**What you will do**:
Among the entries below, count the lines holding the string "that". Respond with the number alone.

[[ Records shown open ]]

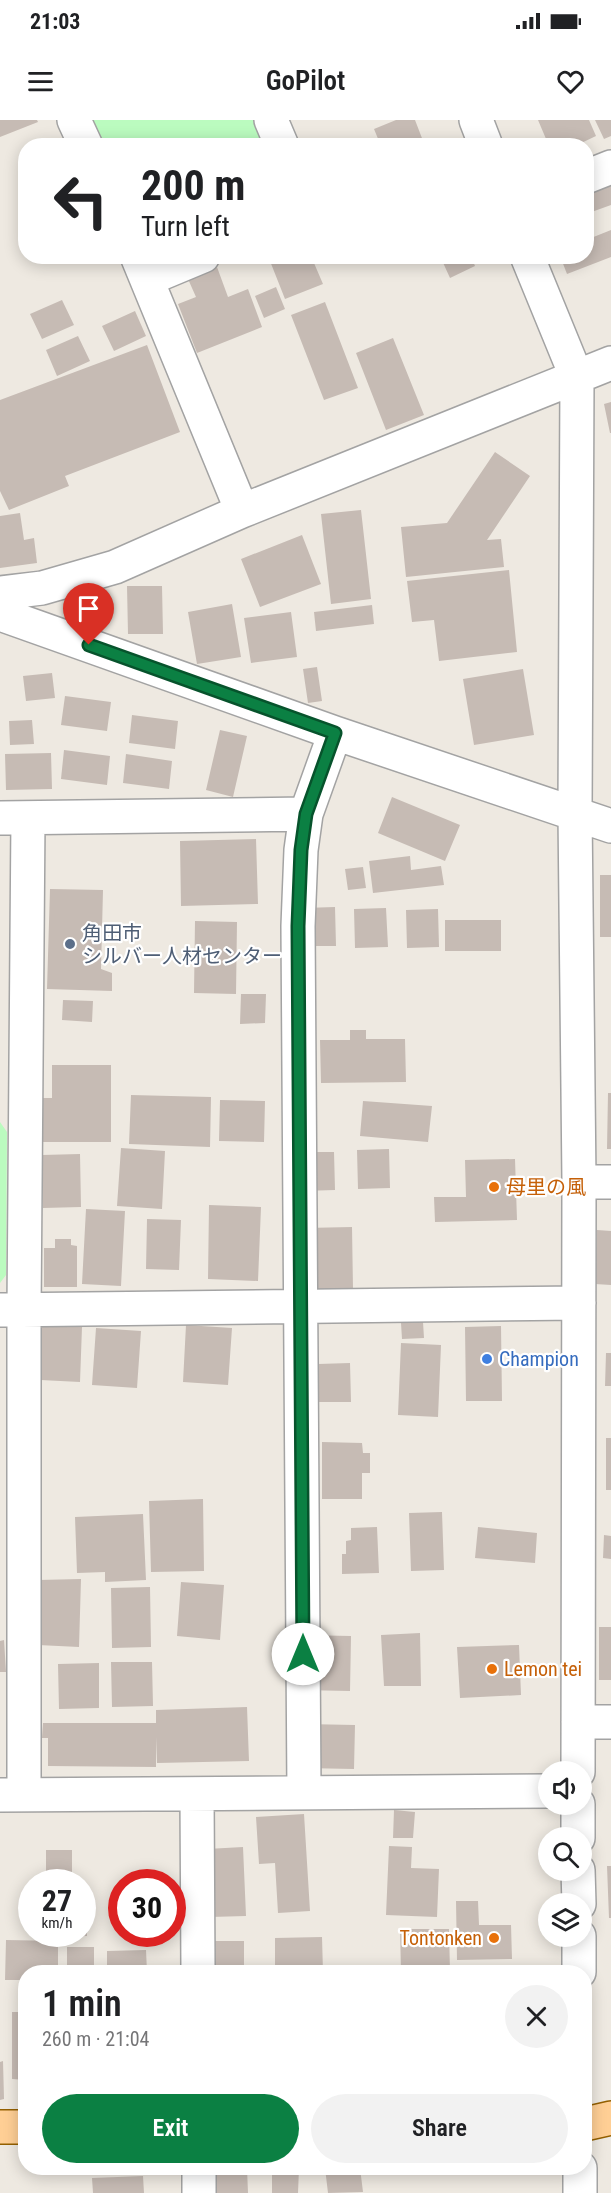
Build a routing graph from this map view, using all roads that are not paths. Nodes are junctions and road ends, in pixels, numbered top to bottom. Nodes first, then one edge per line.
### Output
1 (74, 120) edge
2 (271, 120) edge
3 (476, 120) edge
4 (82, 138) edge
5 (279, 138) edge
6 (483, 138) edge
7 (611, 167) edge
8 (594, 174) edge
9 (163, 264) edge
10 (530, 264) edge
11 (143, 268) edge
12 (611, 363) edge
13 (577, 378) junction
14 (242, 511) junction
15 (0, 593) edge
16 (0, 614) edge
17 (335, 733) junction
18 (575, 813) junction
19 (306, 814) junction
20 (14, 818) edge
21 (611, 826) edge
22 (13, 1103) edge
23 (595, 1182) edge
24 (579, 1303) junction
25 (300, 1307) junction
26 (12, 1310) edge
27 (578, 1722) junction
28 (611, 1722) edge
29 (578, 1761) edge
30 (538, 1791) edge
31 (304, 1793) junction
32 (197, 1794) junction
33 (12, 1795) edge
34 (579, 1947) edge
35 (198, 1965) edge
36 (579, 1965) edge
37 (611, 2118) edge
38 (592, 2122) edge
39 (0, 2127) edge
40 (18, 2127) edge
41 (199, 2175) edge
42 (580, 2175) edge
43 (199, 2193) edge
44 (580, 2193) edge

1 - 4 street
2 - 5 street
3 - 6 street
7 - 8 street
9 - 11 street
10 - 13 street
11 - 14 street
12 - 13 street
13 - 14 street
13 - 18 street
14 - 15 street
16 - 17 street
17 - 18 street
17 - 19 street
18 - 21 street
18 - 23 street
19 - 20 street
19 - 25 street
20 - 22 street
22 - 26 street
23 - 24 street
24 - 25 street
24 - 27 street
25 - 26 street
25 - 31 street
26 - 33 street
27 - 28 street
27 - 29 street
30 - 31 street
31 - 32 street
32 - 33 street
32 - 35 street
34 - 36 street
37 - 38 main road
39 - 40 main road
41 - 43 street
42 - 44 street

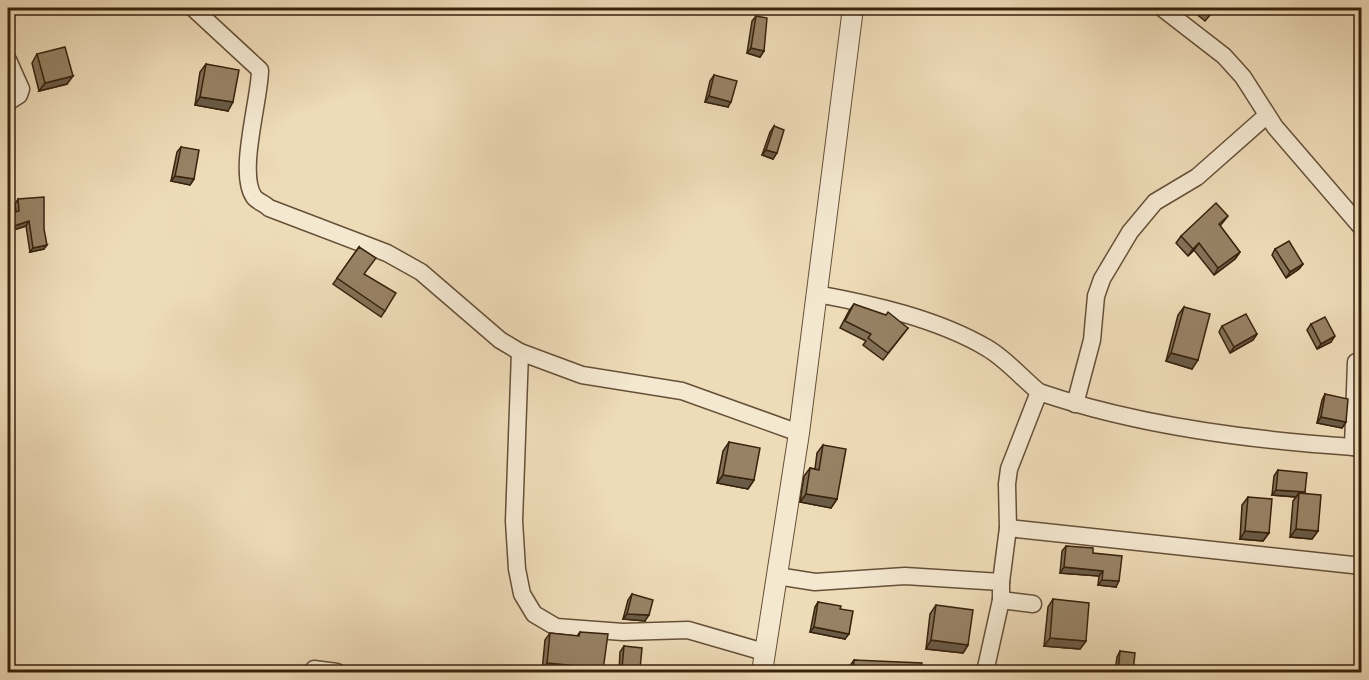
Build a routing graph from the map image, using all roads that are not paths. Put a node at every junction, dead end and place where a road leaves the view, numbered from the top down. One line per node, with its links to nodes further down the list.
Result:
1 (193, 8): 9 (street)
2 (853, 8): 8 (street)
3 (1162, 8): 6 (street)
4 (8, 60): 5 (street)
5 (8, 102)
6 (1266, 116): 7 (street); 12 (street)
7 (1362, 228)
8 (817, 294): 11 (street); 13 (street)
9 (520, 352): 13 (street); 21 (street)
10 (1356, 362): 14 (street)
11 (1039, 392): 12 (street); 15 (street)
12 (1075, 404): 14 (street)
13 (799, 433): 17 (street)
14 (1357, 448)
15 (1008, 528): 16 (street); 18 (street)
16 (1362, 566)
17 (777, 576): 18 (street); 21 (street)
18 (1002, 582): 19 (street)
19 (1001, 600): 20 (street); 25 (street)
20 (1033, 604)
21 (764, 652): 24 (street)
22 (314, 669): 23 (street)
23 (338, 672)
24 (762, 672)
25 (985, 672)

[[ Records shown closed ]]

**Answer**:
2